Understanding Sets and Their Properties

A set is an unordered collection of unique, hashable items. You can think of it as a dict that only remembers its keys. Sets are the right tool any time you care about membership or uniqueness and not about order: removing duplicates from a list, checking whether something is in a whitelist, finding the common elements between two groups — all of these are one-liners with a set.

Because sets rely on hashing, their two hallmark properties come essentially for free. First, x in s is O(1) on average, regardless of how many items the set contains. Second, duplicates are automatically discarded: set([1, 2, 2, 3]) is {1, 2, 3}. The trade-off is that sets do not preserve insertion order and cannot contain unhashable items like lists.

Creating a set is slightly tricky because {} is an empty dict, not an empty set. Use set() for an empty set and {1, 2, 3} for non-empty ones. The set() constructor accepts any iterable and deduplicates as it goes, so set("hello") becomes {'h', 'e', 'l', 'o'}.

Python also ships a frozenset for cases where you need a set that cannot be changed afterwards. A frozenset is hashable, which means it can itself be used as a dict key or put inside another set — handy for representing, for example, immutable tags attached to a record.

What goes in, what does not

Every item in a set must be hashable: numbers, strings, tuples of hashables, frozensets. Putting a list into a set raises TypeError: unhashable type. If your data is mutable, convert it first (for example, turn each row into a tuple) or use a different container.
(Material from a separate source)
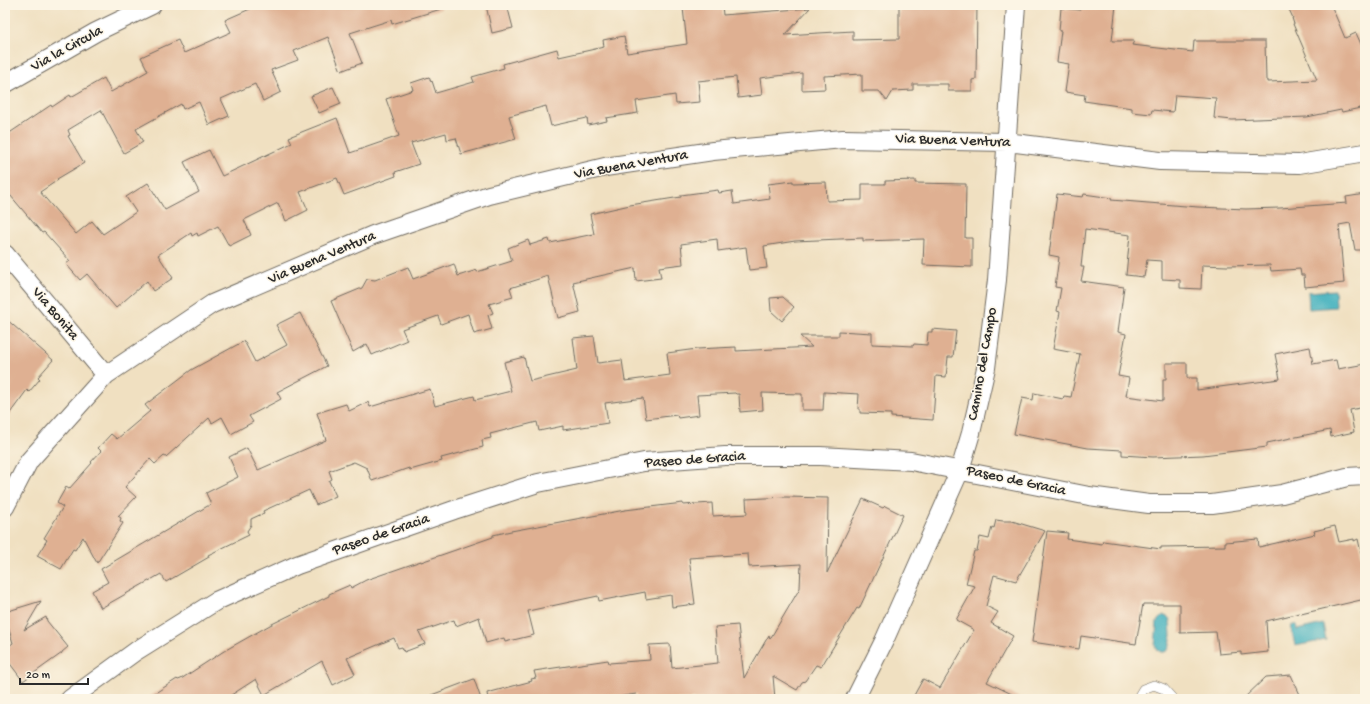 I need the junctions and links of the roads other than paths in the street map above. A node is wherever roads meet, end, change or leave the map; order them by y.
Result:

Sets compare by content: {1, 2} == {2, 1} is True because order doesn't matter. len(s) gives the size; for x in s iterates in an arbitrary (but consistent for a given interpreter run) order.

Mutable vs frozen

s.add(x), s.discard(x) and s.remove(x) modify a set in place. (discard is safe on missing items; remove raises.) You cannot use any of these on a frozenset; everything has to be passed to the constructor.

Because both flavors implement the same read-only interface (membership tests, union, intersection, iteration), you can often accept either and benefit from the caller's choice. Annotate parameters as Iterable[T] or AbstractSet[T] if you want to be maximally flexible.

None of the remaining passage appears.